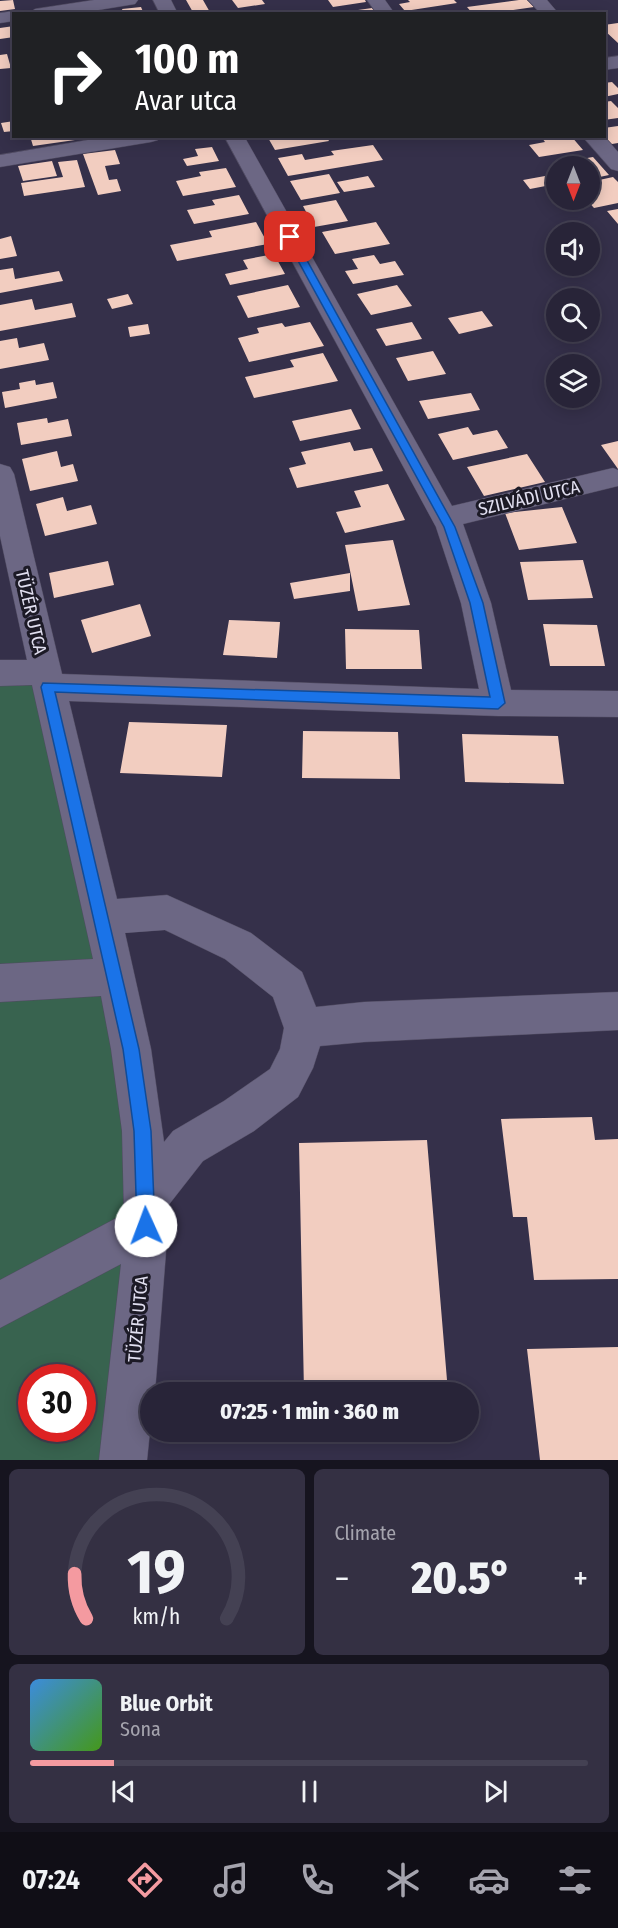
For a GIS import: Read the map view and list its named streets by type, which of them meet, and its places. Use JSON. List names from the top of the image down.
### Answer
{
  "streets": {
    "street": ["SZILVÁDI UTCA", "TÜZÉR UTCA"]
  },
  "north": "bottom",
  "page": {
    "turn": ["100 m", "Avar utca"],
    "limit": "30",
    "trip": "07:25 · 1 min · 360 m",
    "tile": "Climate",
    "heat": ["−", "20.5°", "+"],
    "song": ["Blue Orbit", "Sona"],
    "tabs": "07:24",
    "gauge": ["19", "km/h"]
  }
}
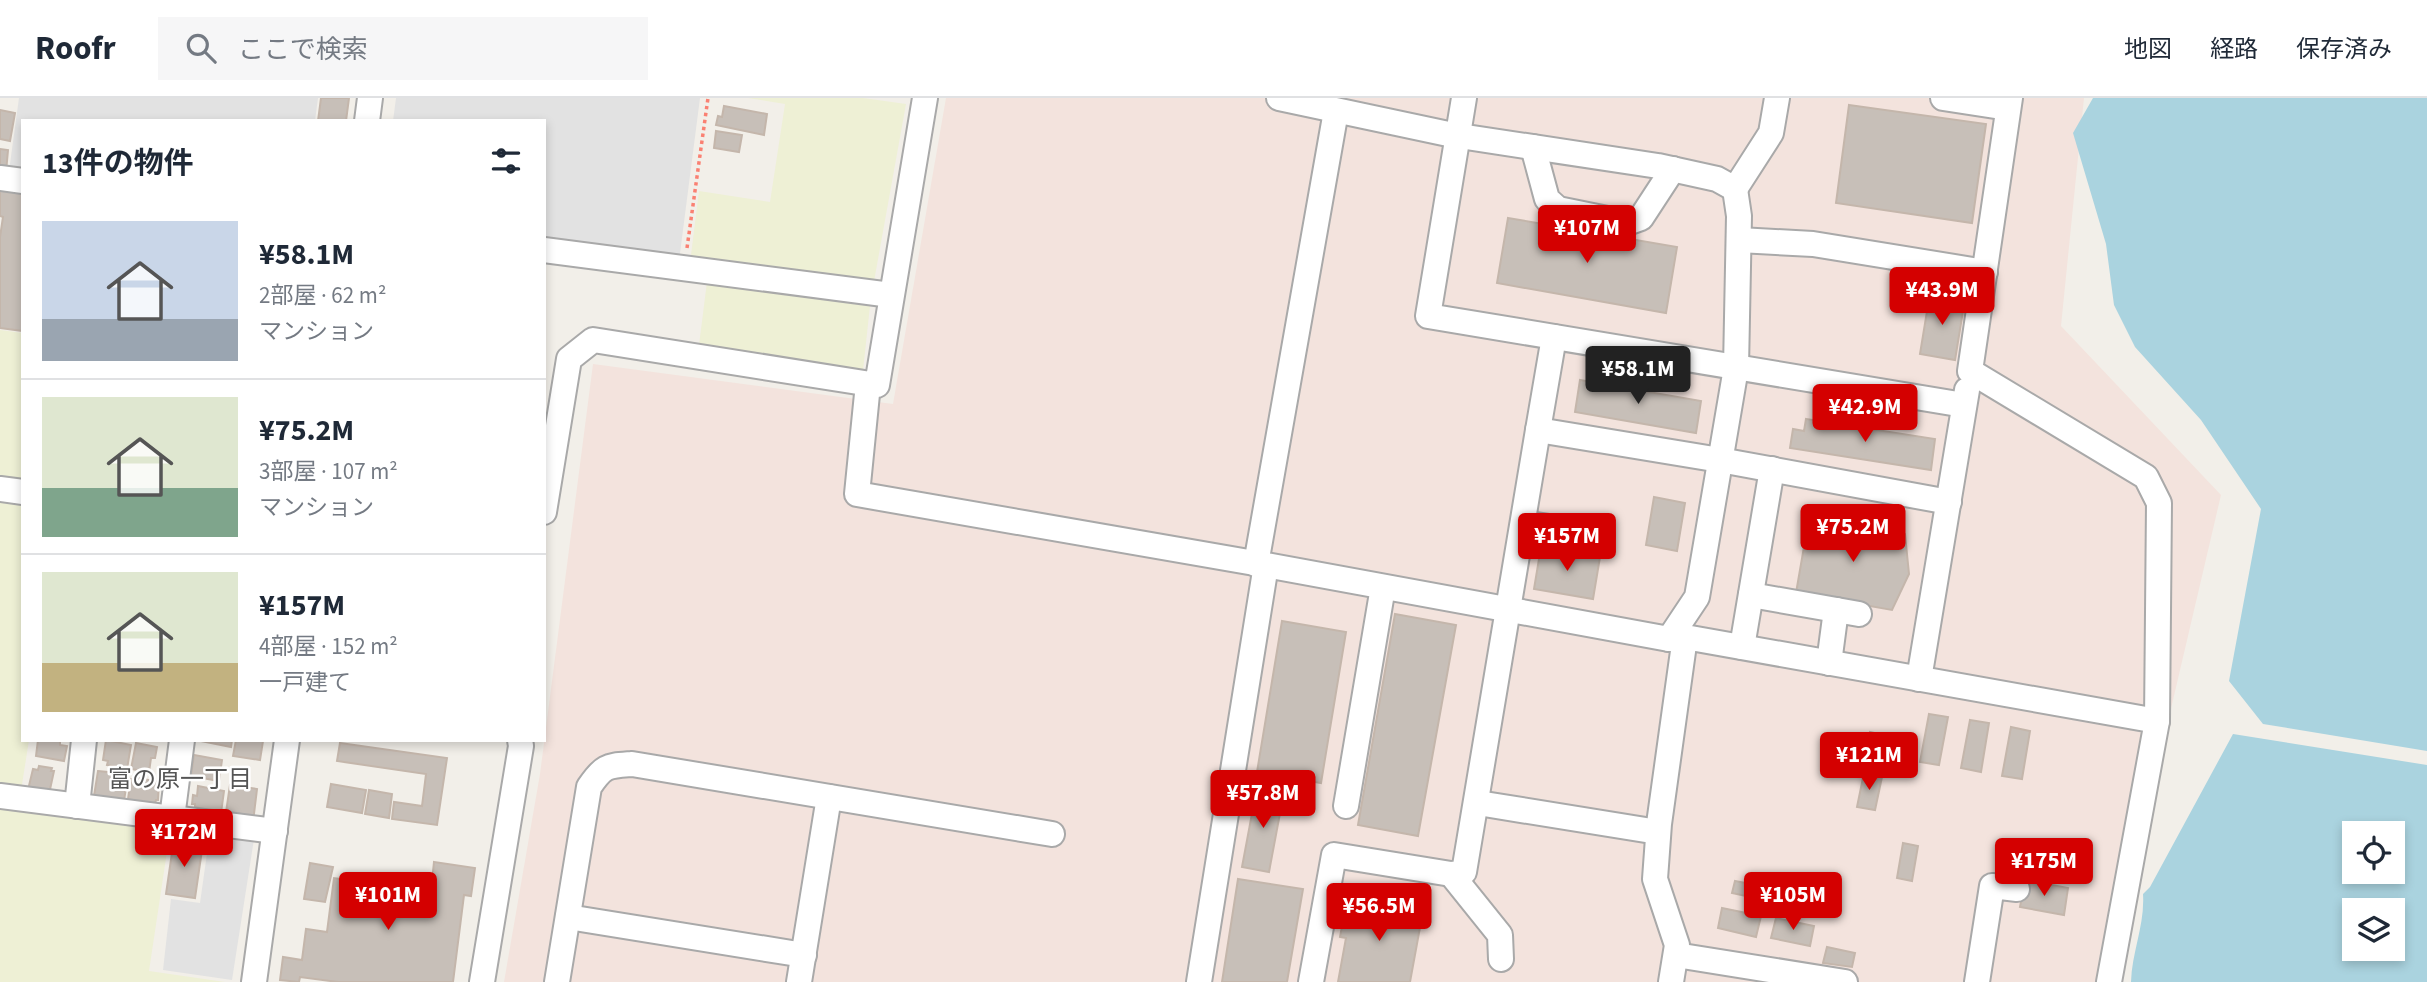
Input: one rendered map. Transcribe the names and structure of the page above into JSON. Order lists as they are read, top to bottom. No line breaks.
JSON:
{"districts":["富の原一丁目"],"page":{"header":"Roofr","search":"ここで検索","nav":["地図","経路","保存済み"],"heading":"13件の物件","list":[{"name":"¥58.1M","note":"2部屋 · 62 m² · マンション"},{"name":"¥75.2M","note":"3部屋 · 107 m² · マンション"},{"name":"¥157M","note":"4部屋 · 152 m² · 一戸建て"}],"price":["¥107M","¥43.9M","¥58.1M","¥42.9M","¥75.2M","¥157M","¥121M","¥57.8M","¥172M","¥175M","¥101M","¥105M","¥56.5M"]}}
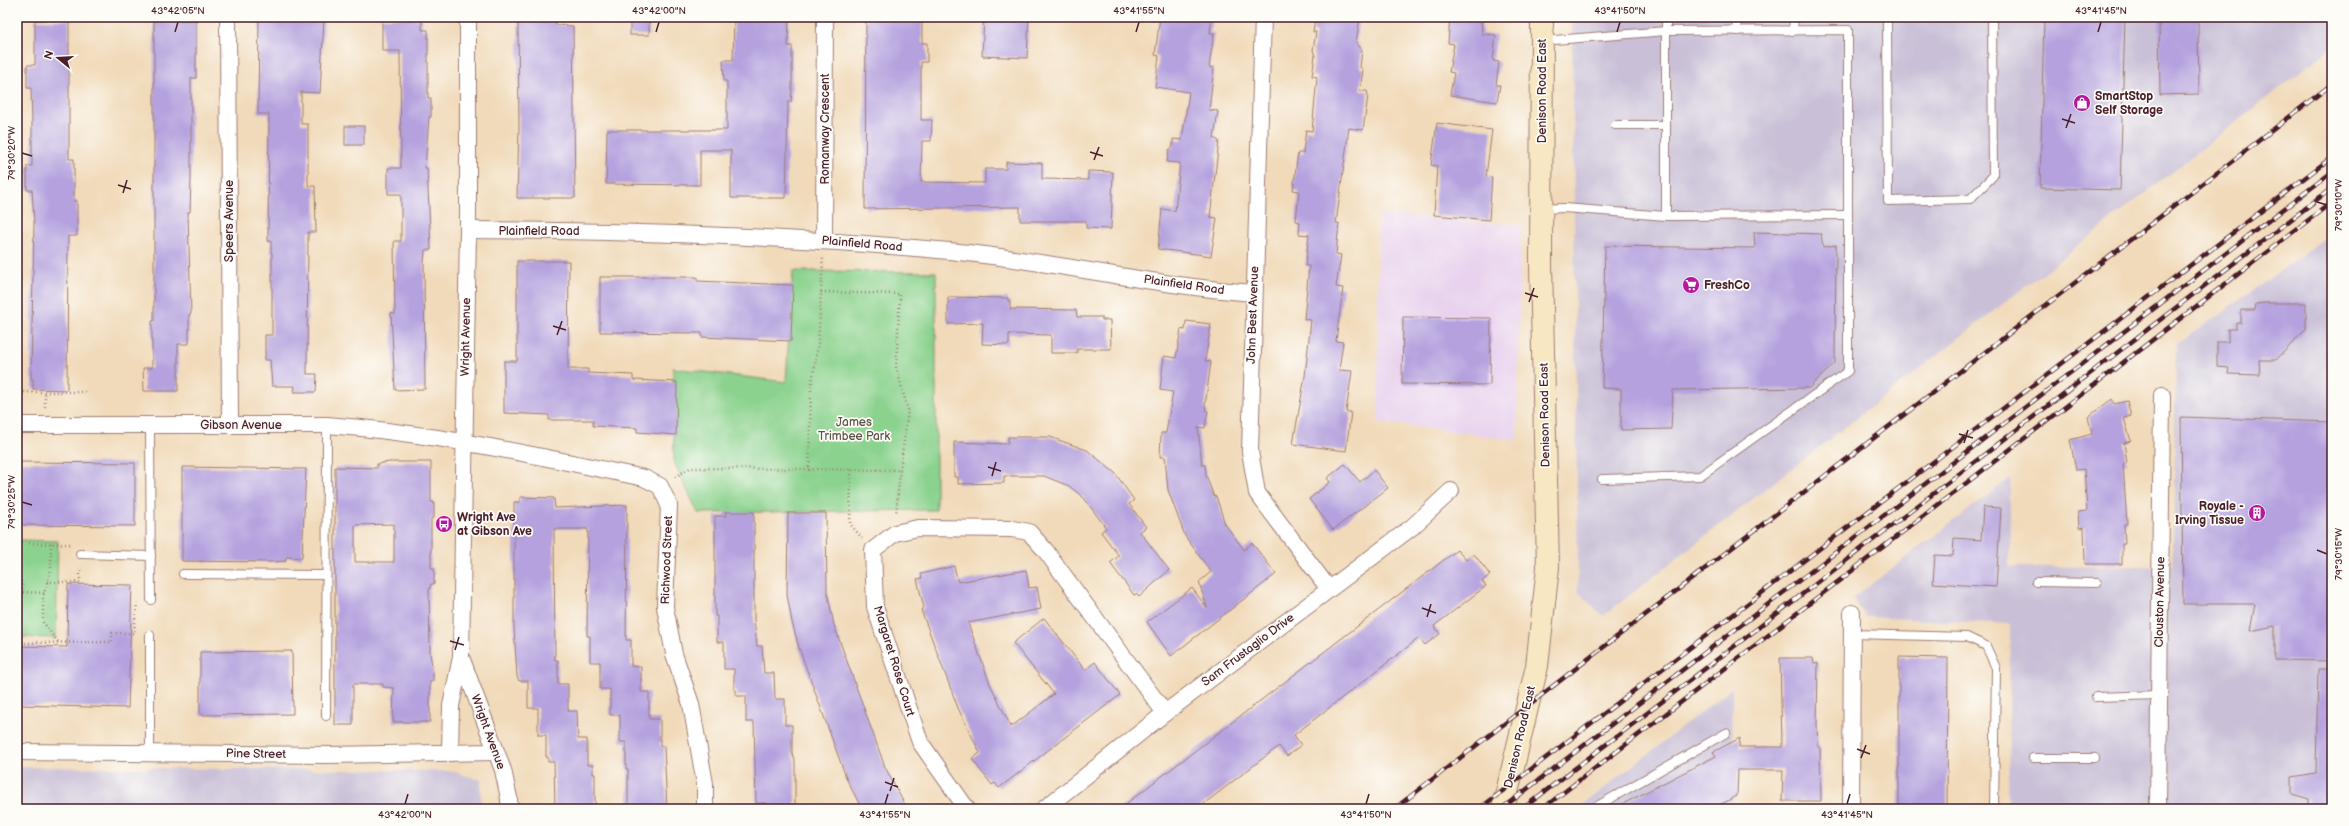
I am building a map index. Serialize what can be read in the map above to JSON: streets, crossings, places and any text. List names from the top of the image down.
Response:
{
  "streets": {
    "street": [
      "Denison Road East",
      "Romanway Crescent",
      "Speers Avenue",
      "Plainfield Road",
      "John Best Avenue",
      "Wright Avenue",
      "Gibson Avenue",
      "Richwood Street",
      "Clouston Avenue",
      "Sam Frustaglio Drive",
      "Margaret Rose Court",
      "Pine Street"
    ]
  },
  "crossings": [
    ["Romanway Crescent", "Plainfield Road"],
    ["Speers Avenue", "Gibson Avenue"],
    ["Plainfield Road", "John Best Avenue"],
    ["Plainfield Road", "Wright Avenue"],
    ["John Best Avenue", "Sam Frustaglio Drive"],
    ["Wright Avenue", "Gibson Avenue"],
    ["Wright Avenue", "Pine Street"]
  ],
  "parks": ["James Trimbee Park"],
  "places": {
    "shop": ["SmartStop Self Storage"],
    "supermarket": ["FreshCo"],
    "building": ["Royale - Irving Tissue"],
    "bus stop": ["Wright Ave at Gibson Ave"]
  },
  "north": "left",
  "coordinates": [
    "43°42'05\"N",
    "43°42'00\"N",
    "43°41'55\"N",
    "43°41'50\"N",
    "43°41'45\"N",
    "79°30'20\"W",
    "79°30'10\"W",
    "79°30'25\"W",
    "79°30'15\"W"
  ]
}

⁂

▸ **Task to complete**: Once more, please print all the lines above exactly, without their pictures.

▸ **Exercise response**:
For a GIS import: Read the map view and list its named streets by type, which of them meet, and its places. Use JSON. List names from the top of the image down.
### Answer
{
  "streets": {
    "street": ["SZILVÁDI UTCA", "TÜZÉR UTCA"]
  },
  "north": "bottom",
  "page": {
    "turn": ["100 m", "Avar utca"],
    "limit": "30",
    "trip": "07:25 · 1 min · 360 m",
    "tile": "Climate",
    "heat": ["−", "20.5°", "+"],
    "song": ["Blue Orbit", "Sona"],
    "tabs": "07:24",
    "gauge": ["19", "km/h"]
  }
}
Input: one rendered map. Transcribe the names and structure of the page above into JSON. Order lists as they are read, top to bottom. No line breaks.
JSON:
{"districts":["富の原一丁目"],"page":{"header":"Roofr","search":"ここで検索","nav":["地図","経路","保存済み"],"heading":"13件の物件","list":[{"name":"¥58.1M","note":"2部屋 · 62 m² · マンション"},{"name":"¥75.2M","note":"3部屋 · 107 m² · マンション"},{"name":"¥157M","note":"4部屋 · 152 m² · 一戸建て"}],"price":["¥107M","¥43.9M","¥58.1M","¥42.9M","¥75.2M","¥157M","¥121M","¥57.8M","¥172M","¥175M","¥101M","¥105M","¥56.5M"]}}
I am building a map index. Serialize what can be read in the map above to JSON: streets, crossings, places and any text. List names from the top of the image down.
Response:
{
  "streets": {
    "street": [
      "Denison Road East",
      "Romanway Crescent",
      "Speers Avenue",
      "Plainfield Road",
      "John Best Avenue",
      "Wright Avenue",
      "Gibson Avenue",
      "Richwood Street",
      "Clouston Avenue",
      "Sam Frustaglio Drive",
      "Margaret Rose Court",
      "Pine Street"
    ]
  },
  "crossings": [
    ["Romanway Crescent", "Plainfield Road"],
    ["Speers Avenue", "Gibson Avenue"],
    ["Plainfield Road", "John Best Avenue"],
    ["Plainfield Road", "Wright Avenue"],
    ["John Best Avenue", "Sam Frustaglio Drive"],
    ["Wright Avenue", "Gibson Avenue"],
    ["Wright Avenue", "Pine Street"]
  ],
  "parks": ["James Trimbee Park"],
  "places": {
    "shop": ["SmartStop Self Storage"],
    "supermarket": ["FreshCo"],
    "building": ["Royale - Irving Tissue"],
    "bus stop": ["Wright Ave at Gibson Ave"]
  },
  "north": "left",
  "coordinates": [
    "43°42'05\"N",
    "43°42'00\"N",
    "43°41'55\"N",
    "43°41'50\"N",
    "43°41'45\"N",
    "79°30'20\"W",
    "79°30'10\"W",
    "79°30'25\"W",
    "79°30'15\"W"
  ]
}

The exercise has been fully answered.